DATA EXTRACTS START

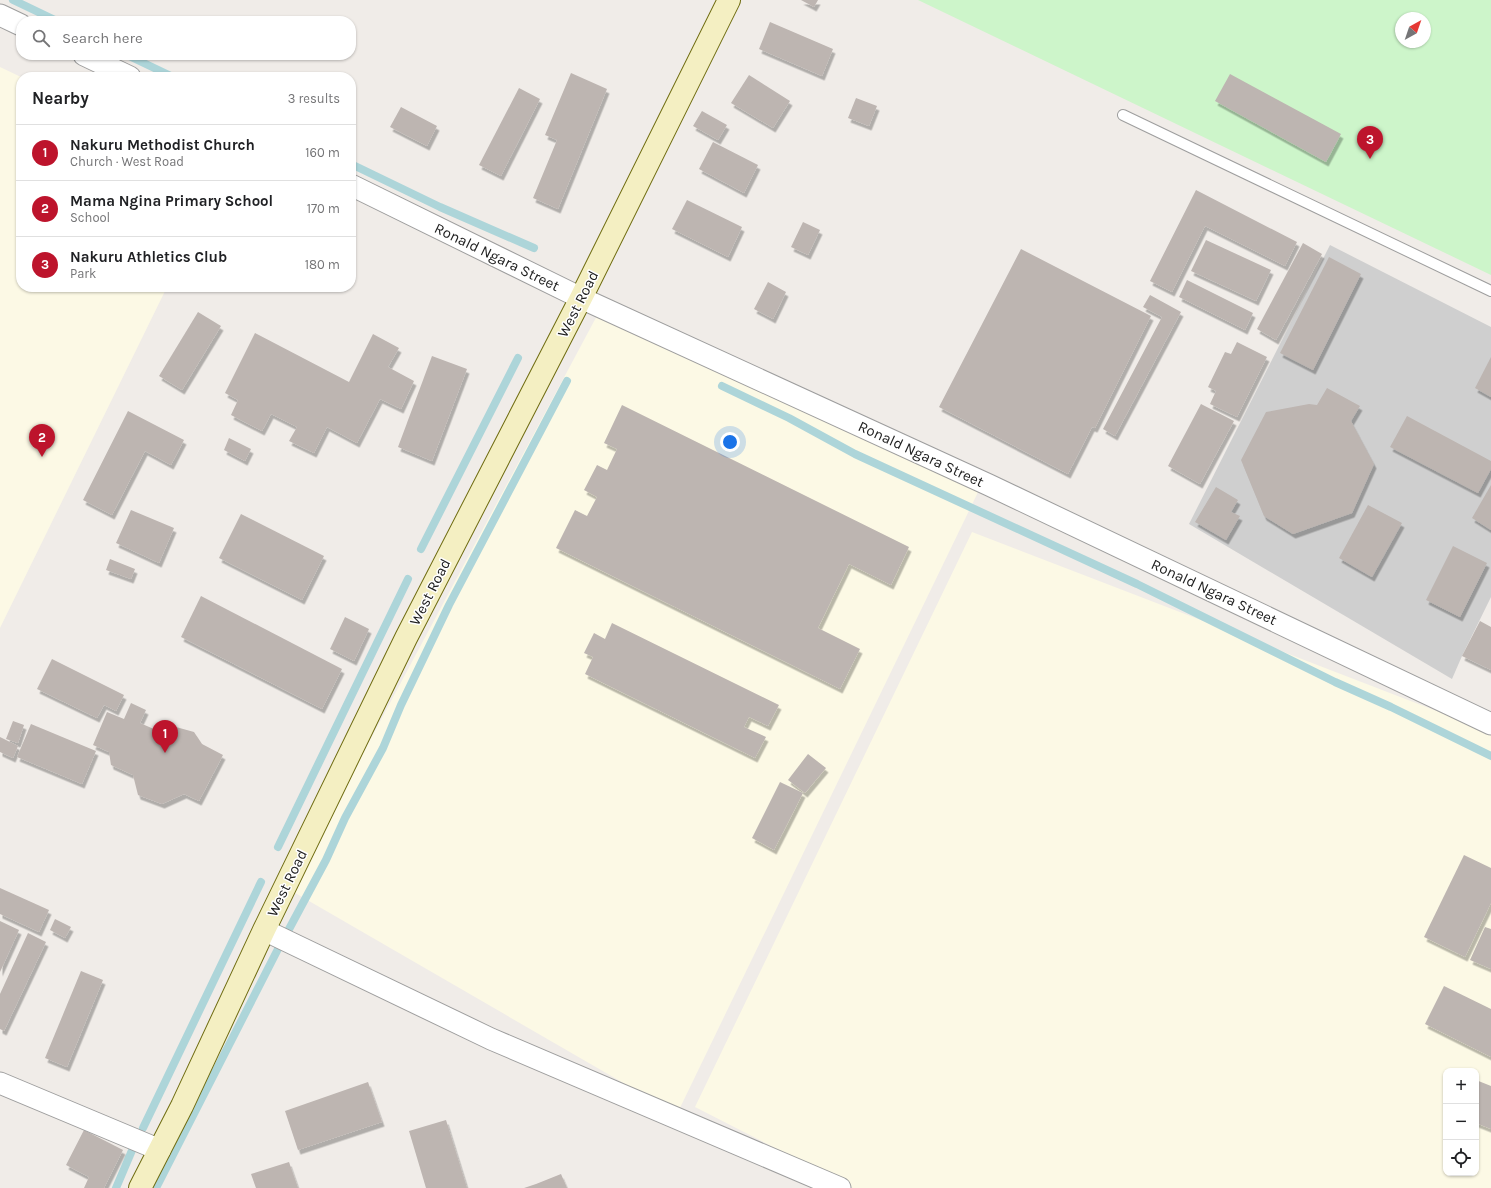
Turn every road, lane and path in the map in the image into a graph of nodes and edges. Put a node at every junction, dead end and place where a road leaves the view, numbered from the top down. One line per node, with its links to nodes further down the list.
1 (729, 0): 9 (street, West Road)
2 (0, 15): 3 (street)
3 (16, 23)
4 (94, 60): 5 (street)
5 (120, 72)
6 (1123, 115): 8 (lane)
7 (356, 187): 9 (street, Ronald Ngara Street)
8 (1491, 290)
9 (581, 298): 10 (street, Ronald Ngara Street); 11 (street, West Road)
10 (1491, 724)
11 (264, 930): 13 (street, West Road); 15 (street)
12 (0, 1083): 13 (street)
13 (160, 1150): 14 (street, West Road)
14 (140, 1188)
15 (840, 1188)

DATA EXTRACTS END
DATA EXTRACTS START

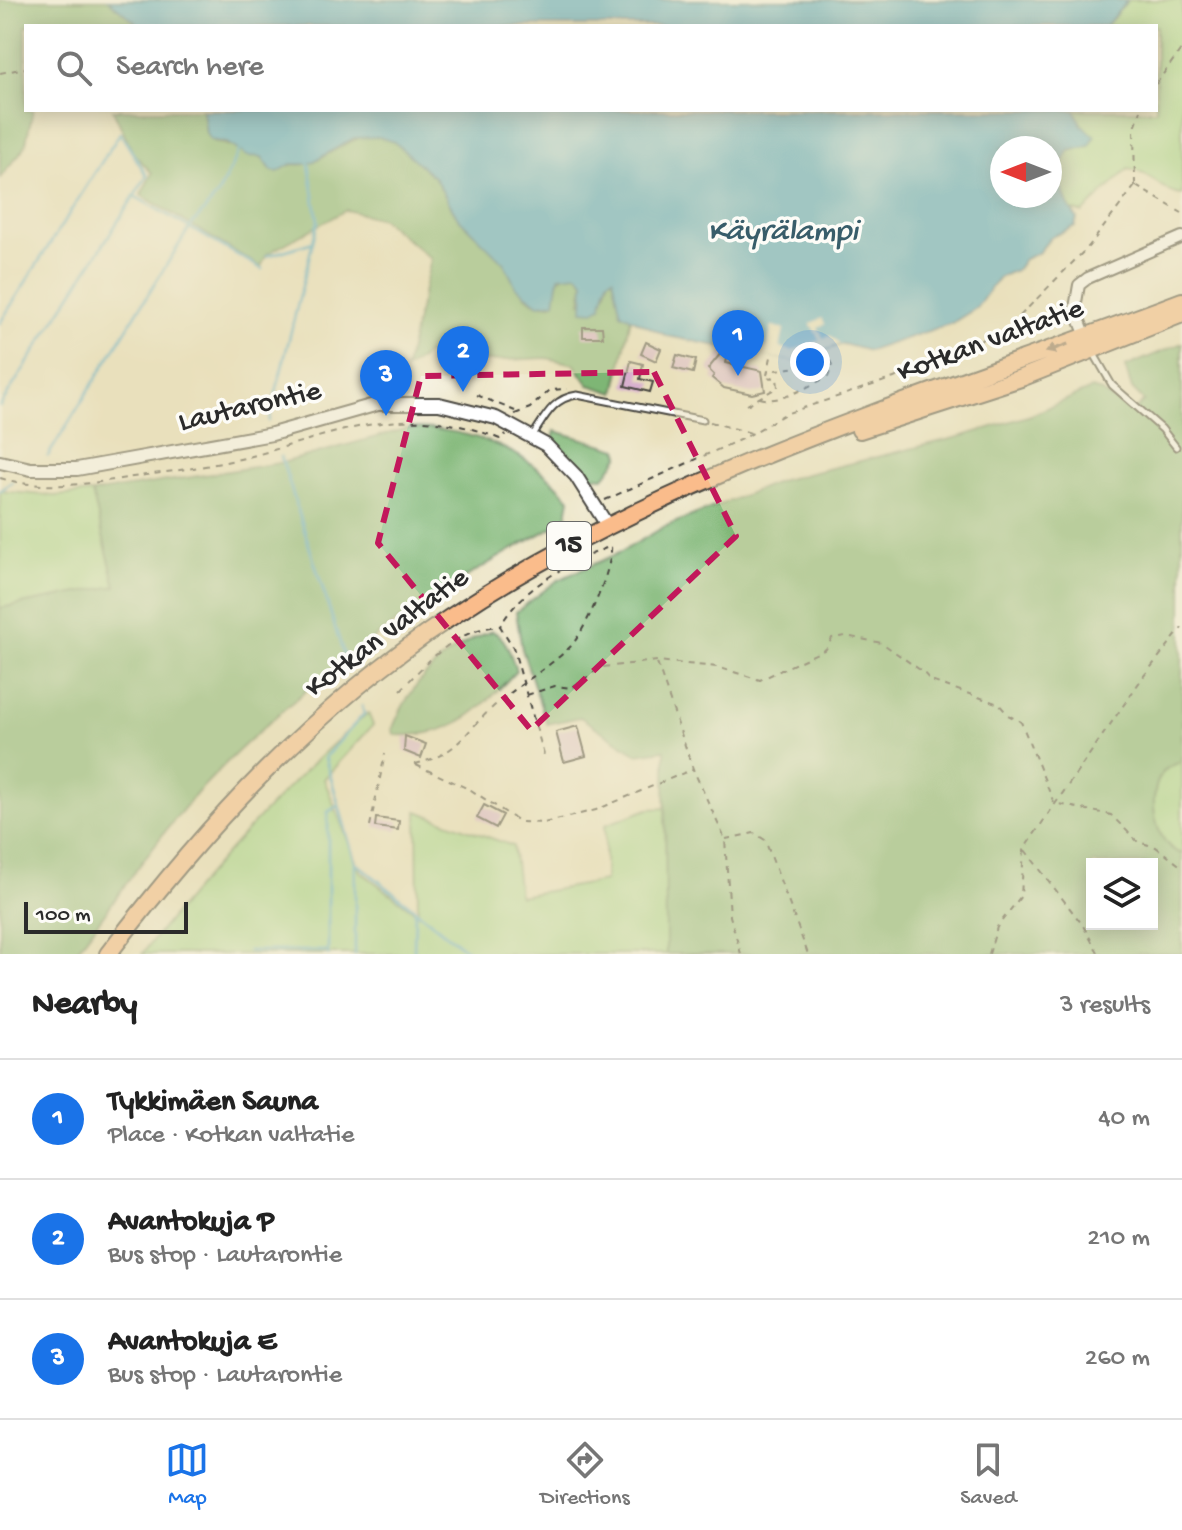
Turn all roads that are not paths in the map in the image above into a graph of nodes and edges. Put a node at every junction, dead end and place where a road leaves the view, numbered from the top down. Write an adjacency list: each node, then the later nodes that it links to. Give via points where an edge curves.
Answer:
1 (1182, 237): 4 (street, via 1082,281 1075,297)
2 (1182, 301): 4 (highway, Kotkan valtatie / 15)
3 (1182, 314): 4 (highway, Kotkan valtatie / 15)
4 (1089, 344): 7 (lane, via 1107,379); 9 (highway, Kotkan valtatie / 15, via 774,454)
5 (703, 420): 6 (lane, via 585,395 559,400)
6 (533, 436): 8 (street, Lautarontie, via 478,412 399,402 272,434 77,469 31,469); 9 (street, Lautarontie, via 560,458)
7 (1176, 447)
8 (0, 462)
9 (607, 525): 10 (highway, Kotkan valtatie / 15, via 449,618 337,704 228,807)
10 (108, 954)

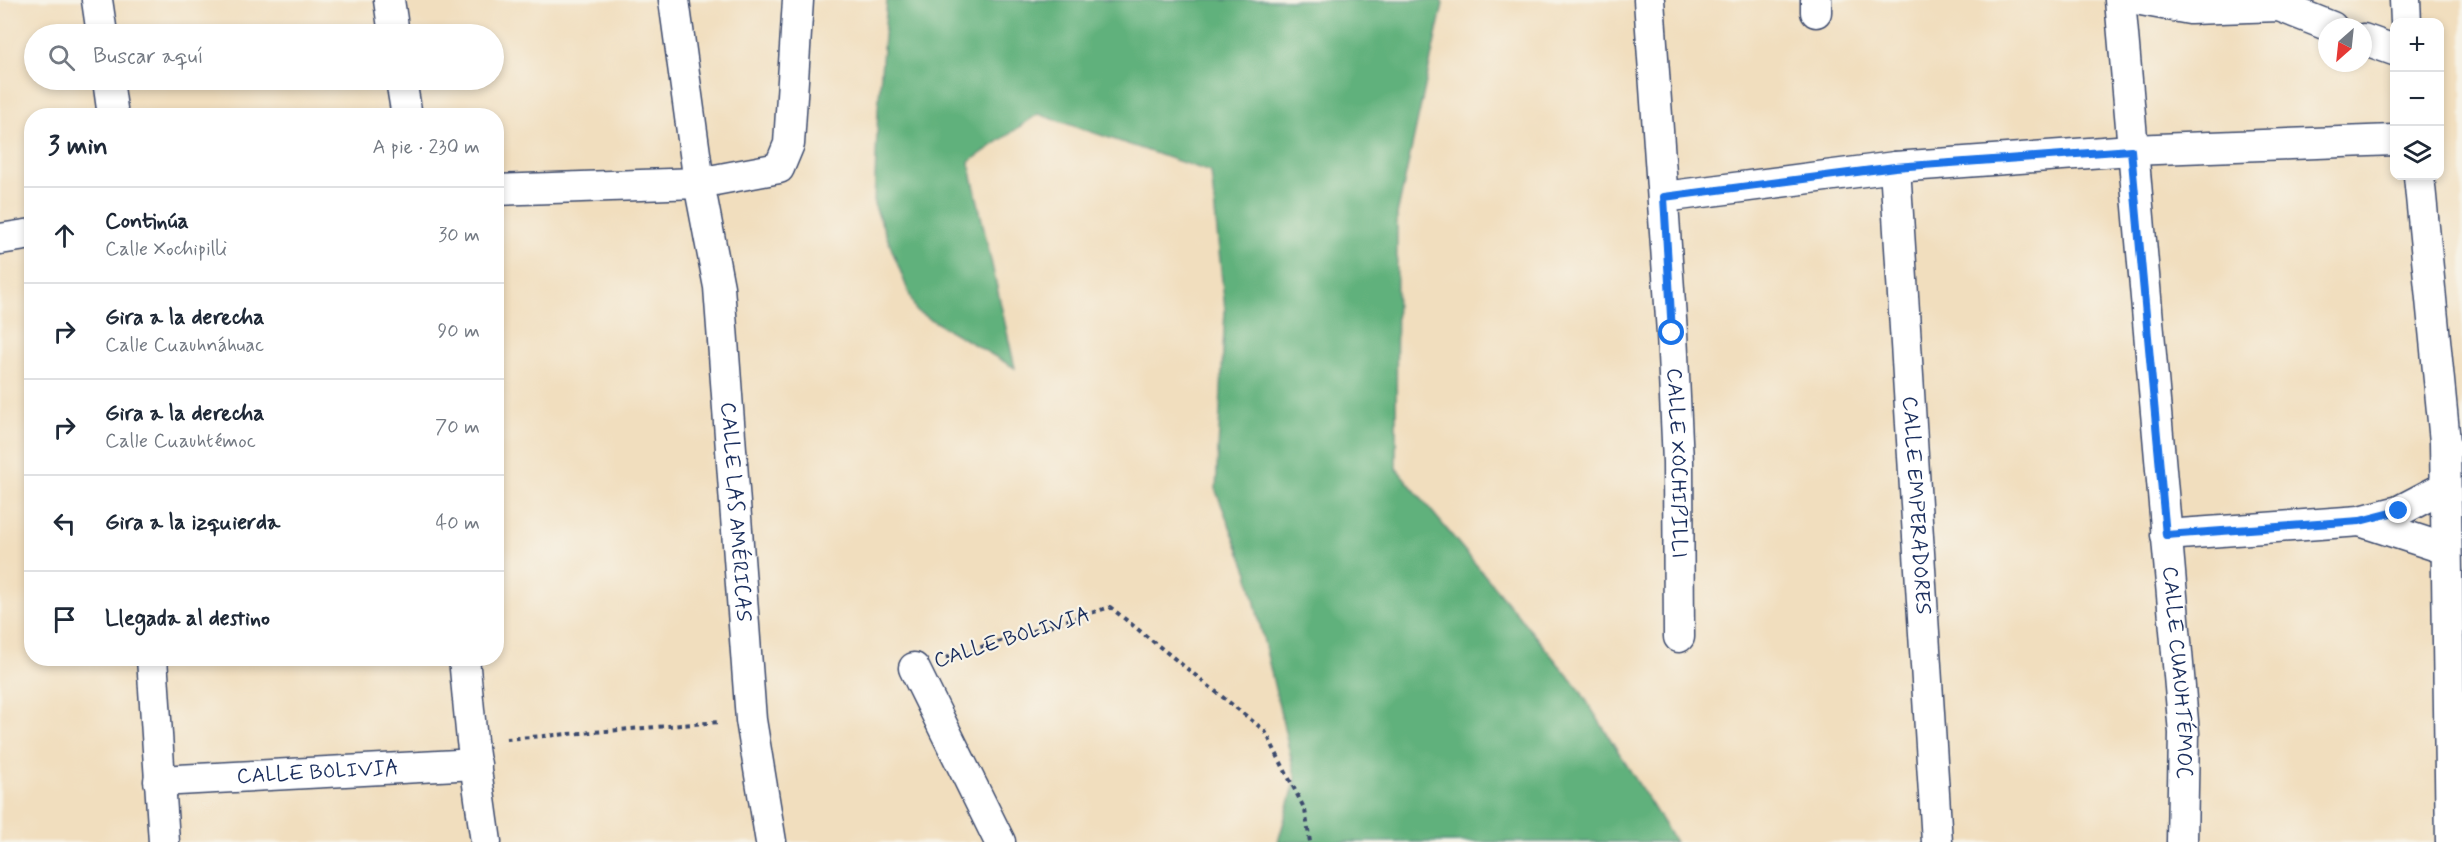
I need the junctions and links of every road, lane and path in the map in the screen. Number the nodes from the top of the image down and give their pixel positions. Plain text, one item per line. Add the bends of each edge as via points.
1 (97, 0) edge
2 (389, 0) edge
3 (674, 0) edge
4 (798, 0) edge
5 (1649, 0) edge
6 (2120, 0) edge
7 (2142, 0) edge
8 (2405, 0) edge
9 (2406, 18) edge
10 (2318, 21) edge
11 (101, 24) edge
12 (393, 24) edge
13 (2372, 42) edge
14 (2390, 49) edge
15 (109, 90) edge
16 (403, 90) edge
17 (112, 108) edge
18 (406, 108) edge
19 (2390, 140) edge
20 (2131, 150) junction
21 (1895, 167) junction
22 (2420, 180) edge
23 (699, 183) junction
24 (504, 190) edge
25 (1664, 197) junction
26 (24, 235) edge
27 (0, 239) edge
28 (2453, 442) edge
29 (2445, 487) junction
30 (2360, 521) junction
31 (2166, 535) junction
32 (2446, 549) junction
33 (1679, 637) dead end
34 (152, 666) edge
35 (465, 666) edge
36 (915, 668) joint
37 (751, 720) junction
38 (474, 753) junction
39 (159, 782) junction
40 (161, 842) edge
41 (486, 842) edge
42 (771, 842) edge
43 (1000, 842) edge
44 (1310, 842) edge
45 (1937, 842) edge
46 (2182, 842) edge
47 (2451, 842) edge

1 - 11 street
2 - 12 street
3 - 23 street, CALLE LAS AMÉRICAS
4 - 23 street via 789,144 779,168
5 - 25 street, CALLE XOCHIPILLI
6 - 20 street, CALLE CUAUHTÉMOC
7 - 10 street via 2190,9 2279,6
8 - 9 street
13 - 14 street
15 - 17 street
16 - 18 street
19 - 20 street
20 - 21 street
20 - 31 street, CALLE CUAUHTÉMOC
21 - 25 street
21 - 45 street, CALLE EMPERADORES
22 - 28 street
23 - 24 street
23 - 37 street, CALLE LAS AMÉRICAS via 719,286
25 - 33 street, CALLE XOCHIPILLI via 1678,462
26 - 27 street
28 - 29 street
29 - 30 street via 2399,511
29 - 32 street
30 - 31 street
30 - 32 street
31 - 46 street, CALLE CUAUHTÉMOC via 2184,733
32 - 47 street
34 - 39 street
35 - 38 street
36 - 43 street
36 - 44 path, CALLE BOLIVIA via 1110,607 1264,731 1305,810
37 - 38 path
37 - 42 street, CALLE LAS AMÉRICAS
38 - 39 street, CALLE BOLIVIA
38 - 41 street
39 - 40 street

DATA EXTRACTS END
DATA EXTRACTS START

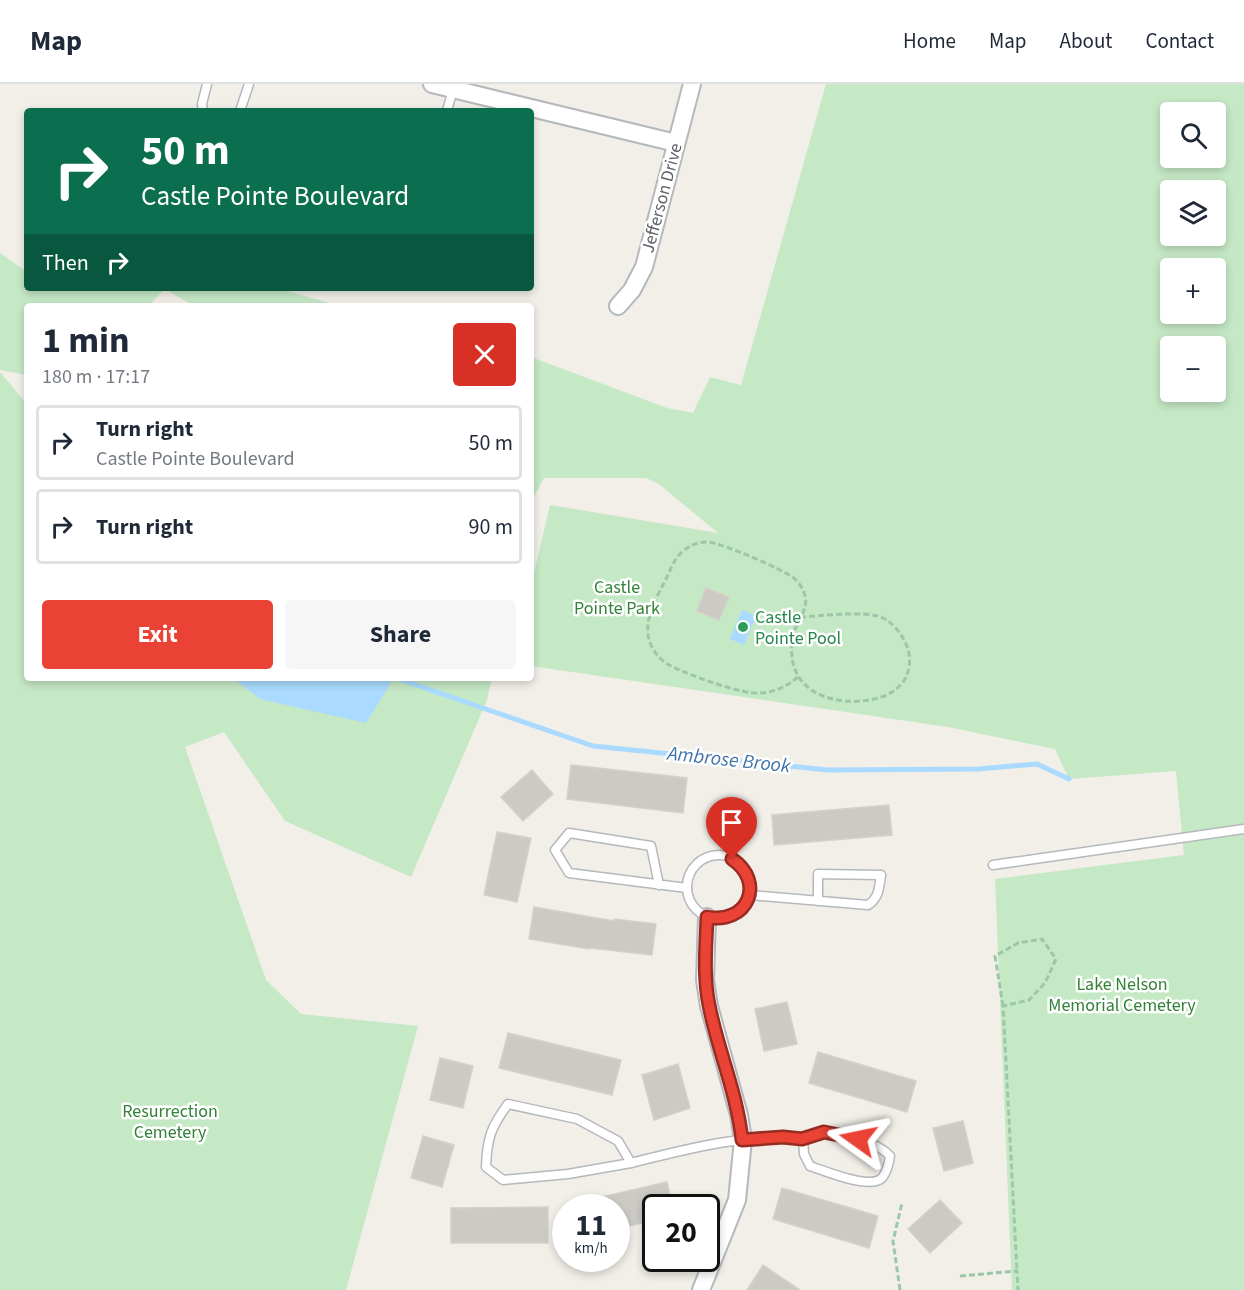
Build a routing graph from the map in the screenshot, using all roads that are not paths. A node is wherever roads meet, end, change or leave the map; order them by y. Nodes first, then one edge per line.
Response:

DATA EXTRACTS END

▶ _WHAT TO PRODUCE_: Read the lines above. Gather those in which the string "then" is found.

▶ _THE COMPLETED TASK_:
Turn all roads that are not paths in the map in the image above into a graph of nodes and edges. Put a node at every junction, dead end and place where a road leaves the view, numbered from the top down. Write an adjacency list: each node, then the later nodes that it links to. Give via points where an edge curves.
Build a routing graph from the map in the screenshot, using all roads that are not paths. A node is wherever roads meet, end, change or leave the map; order them by y. Nodes first, then one edge per line.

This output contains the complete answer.